■ About this task:
In the material below, find every line with "picture" and pull it out.

■ Input records:
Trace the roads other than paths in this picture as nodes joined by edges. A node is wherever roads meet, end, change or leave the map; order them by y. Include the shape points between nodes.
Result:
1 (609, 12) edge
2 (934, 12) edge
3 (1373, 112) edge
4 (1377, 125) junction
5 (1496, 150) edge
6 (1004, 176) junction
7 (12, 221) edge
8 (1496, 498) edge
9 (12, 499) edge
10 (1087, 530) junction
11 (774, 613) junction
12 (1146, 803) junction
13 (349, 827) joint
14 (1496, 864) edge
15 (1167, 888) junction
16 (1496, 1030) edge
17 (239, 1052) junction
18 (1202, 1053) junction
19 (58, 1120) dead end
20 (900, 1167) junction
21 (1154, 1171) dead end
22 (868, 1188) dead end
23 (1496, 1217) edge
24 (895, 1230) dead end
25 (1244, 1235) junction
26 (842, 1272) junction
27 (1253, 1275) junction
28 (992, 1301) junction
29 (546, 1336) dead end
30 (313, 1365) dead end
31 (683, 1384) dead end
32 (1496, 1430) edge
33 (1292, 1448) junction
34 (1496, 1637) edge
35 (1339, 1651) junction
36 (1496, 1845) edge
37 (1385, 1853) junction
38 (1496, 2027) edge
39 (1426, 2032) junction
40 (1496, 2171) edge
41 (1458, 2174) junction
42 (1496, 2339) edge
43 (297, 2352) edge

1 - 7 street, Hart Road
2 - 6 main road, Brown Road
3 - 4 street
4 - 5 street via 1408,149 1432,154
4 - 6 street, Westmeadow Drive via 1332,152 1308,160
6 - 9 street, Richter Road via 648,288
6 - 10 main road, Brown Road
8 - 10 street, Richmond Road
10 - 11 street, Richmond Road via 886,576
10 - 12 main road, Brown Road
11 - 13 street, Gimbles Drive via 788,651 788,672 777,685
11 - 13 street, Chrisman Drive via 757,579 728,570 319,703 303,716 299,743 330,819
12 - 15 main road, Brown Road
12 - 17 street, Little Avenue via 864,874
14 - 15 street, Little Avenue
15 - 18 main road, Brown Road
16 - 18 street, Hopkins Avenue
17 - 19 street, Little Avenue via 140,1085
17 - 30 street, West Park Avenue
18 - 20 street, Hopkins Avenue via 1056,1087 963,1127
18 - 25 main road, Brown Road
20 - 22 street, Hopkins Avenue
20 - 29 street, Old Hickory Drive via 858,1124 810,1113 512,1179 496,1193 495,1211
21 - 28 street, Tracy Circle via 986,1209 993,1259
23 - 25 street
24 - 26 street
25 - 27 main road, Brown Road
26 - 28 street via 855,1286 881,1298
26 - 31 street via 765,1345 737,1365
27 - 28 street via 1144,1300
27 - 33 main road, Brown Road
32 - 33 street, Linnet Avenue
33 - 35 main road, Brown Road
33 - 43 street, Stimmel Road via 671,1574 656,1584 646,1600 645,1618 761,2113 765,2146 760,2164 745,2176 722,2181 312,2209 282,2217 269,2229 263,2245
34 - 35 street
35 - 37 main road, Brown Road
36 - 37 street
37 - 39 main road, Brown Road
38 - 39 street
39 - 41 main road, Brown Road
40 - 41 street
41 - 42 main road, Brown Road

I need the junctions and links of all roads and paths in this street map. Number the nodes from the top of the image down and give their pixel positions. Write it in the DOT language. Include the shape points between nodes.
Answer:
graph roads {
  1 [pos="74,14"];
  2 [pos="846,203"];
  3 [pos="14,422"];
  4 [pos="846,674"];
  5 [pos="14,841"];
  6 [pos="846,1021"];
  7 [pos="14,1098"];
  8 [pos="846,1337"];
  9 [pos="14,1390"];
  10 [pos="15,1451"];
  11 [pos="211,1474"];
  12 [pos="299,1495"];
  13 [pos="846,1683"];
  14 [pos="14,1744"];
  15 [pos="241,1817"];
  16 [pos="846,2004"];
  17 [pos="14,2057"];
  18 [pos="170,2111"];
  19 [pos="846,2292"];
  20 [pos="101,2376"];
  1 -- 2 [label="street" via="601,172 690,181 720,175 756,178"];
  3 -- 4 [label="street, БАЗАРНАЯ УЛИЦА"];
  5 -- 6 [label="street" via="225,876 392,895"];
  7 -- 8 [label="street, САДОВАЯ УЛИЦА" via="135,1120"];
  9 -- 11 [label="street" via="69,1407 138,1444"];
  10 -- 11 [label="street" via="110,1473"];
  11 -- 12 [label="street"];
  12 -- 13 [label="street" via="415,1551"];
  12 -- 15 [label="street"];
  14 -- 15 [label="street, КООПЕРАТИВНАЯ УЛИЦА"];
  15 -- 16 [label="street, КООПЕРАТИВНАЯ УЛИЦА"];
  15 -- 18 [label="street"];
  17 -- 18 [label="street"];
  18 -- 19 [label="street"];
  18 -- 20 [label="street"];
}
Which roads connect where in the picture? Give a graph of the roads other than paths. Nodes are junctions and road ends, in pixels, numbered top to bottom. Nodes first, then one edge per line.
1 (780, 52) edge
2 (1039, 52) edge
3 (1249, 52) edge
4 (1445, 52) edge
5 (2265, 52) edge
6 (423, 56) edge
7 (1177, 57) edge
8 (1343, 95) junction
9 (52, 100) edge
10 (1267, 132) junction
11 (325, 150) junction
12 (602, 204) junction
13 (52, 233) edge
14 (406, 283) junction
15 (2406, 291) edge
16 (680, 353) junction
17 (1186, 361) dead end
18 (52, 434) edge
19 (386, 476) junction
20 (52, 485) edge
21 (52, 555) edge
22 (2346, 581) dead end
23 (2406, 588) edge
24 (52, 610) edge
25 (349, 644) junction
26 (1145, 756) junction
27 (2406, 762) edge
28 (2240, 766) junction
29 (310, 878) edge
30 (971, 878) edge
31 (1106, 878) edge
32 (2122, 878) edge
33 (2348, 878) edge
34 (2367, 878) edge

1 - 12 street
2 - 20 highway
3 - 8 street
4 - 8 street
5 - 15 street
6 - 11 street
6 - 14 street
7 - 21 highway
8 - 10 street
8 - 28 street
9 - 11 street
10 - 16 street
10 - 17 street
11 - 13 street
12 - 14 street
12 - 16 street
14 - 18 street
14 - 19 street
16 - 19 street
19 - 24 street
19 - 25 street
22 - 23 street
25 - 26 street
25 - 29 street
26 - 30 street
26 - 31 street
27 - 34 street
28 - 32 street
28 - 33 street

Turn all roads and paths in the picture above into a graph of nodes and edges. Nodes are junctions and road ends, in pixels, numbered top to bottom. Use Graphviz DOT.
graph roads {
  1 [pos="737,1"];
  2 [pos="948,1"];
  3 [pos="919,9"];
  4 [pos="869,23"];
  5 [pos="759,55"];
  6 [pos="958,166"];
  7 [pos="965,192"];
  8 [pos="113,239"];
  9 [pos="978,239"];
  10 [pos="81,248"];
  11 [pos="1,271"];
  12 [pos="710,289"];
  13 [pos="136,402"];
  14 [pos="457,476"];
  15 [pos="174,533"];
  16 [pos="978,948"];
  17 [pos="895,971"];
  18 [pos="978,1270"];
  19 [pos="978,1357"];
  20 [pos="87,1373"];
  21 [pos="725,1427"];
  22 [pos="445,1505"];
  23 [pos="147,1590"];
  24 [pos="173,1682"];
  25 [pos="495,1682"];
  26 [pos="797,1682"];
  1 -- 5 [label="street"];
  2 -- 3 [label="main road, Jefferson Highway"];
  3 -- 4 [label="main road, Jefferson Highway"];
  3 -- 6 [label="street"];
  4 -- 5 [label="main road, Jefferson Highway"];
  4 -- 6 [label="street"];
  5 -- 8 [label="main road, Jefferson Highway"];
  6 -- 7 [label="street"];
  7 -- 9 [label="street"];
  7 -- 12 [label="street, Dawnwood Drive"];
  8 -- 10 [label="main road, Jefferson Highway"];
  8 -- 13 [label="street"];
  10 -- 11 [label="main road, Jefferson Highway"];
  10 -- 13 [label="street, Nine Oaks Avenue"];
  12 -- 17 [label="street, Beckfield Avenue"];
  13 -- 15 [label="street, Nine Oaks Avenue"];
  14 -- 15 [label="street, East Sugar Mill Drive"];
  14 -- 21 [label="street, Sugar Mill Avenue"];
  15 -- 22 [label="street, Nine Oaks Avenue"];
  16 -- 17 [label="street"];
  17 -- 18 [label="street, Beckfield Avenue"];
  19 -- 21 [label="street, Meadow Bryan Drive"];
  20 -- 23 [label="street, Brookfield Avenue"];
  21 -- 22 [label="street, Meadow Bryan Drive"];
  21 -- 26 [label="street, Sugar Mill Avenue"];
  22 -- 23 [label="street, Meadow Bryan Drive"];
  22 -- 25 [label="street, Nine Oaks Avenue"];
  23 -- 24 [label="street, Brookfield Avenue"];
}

■ Task solution:
Trace the roads other than paths in this picture as nodes joined by edges. A node is wherever roads meet, end, change or leave the map; order them by y. Include the shape points between nodes.
Which roads connect where in the picture? Give a graph of the roads other than paths. Nodes are junctions and road ends, in pixels, numbered top to bottom. Nodes first, then one edge per line.
Turn all roads and paths in the picture above into a graph of nodes and edges. Nodes are junctions and road ends, in pixels, numbered top to bottom. Use Graphviz DOT.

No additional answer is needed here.